YOUR ASSIGNMENT - Your response should contain every line from the data below that holds the string "Bank".

Saved entries:
-=-=-=-=-
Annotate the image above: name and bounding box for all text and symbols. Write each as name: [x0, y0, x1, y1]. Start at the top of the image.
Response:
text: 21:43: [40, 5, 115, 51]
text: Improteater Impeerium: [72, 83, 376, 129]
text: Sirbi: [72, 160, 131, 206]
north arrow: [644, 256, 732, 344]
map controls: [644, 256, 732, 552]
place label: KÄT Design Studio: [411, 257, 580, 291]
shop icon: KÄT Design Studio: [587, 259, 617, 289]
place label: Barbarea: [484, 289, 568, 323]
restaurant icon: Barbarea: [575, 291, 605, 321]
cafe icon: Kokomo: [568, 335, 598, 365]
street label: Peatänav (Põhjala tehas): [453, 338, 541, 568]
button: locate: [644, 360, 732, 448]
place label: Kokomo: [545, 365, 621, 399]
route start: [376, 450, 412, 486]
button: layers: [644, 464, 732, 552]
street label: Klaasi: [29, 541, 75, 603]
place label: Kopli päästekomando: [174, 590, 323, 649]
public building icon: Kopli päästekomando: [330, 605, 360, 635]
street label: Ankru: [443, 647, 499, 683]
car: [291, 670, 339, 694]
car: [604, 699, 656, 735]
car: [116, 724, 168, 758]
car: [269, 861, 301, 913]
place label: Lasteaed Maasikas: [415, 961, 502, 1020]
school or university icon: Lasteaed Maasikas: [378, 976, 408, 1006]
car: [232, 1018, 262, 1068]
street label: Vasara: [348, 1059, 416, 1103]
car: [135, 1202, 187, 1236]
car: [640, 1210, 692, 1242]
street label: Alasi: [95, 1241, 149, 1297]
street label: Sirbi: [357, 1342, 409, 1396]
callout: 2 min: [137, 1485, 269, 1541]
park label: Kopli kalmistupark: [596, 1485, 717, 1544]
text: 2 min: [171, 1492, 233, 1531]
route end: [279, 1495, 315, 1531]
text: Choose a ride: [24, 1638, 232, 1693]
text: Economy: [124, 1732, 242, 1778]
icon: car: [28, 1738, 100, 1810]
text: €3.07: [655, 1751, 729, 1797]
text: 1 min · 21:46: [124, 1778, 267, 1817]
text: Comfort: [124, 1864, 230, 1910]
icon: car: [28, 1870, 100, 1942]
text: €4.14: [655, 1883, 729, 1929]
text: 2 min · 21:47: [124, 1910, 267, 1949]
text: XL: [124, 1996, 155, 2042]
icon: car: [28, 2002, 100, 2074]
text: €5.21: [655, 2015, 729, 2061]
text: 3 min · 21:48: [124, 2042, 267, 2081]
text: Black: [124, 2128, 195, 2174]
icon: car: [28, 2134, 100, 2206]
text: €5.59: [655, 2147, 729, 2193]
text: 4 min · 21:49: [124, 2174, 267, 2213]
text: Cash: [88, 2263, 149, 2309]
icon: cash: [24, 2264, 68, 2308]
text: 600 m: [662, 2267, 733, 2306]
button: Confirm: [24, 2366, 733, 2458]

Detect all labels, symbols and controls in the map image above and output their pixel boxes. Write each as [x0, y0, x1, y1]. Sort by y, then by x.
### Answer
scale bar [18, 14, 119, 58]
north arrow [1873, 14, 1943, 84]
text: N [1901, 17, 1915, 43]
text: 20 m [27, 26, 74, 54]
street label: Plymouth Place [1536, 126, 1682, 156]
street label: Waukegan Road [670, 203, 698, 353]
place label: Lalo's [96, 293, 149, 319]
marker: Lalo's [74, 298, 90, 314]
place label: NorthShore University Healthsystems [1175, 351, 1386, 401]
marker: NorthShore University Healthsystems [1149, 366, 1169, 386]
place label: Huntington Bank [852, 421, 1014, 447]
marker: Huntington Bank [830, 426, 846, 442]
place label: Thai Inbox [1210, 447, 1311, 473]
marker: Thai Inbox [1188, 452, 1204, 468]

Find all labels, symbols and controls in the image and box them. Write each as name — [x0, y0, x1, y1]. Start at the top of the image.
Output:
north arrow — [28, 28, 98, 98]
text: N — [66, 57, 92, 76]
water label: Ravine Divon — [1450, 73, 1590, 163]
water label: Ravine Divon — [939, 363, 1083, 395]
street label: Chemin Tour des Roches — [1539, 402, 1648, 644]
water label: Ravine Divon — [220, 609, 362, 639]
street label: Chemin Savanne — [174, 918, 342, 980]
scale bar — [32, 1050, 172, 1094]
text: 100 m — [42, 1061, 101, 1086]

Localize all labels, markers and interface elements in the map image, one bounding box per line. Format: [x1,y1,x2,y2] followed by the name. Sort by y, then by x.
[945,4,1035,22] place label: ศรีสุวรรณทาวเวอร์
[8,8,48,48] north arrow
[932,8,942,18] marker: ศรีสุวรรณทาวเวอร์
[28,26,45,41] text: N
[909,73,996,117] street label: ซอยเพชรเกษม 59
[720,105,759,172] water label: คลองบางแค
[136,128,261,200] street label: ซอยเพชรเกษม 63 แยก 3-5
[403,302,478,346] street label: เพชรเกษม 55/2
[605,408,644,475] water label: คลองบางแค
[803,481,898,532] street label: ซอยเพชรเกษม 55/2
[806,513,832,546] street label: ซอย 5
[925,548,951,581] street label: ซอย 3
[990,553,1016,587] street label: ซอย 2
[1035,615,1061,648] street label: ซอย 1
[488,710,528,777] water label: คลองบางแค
-=-=-=-=-
ANSWER TO THE PROBLEM -
place label: Huntington Bank [852, 421, 1014, 447]
marker: Huntington Bank [830, 426, 846, 442]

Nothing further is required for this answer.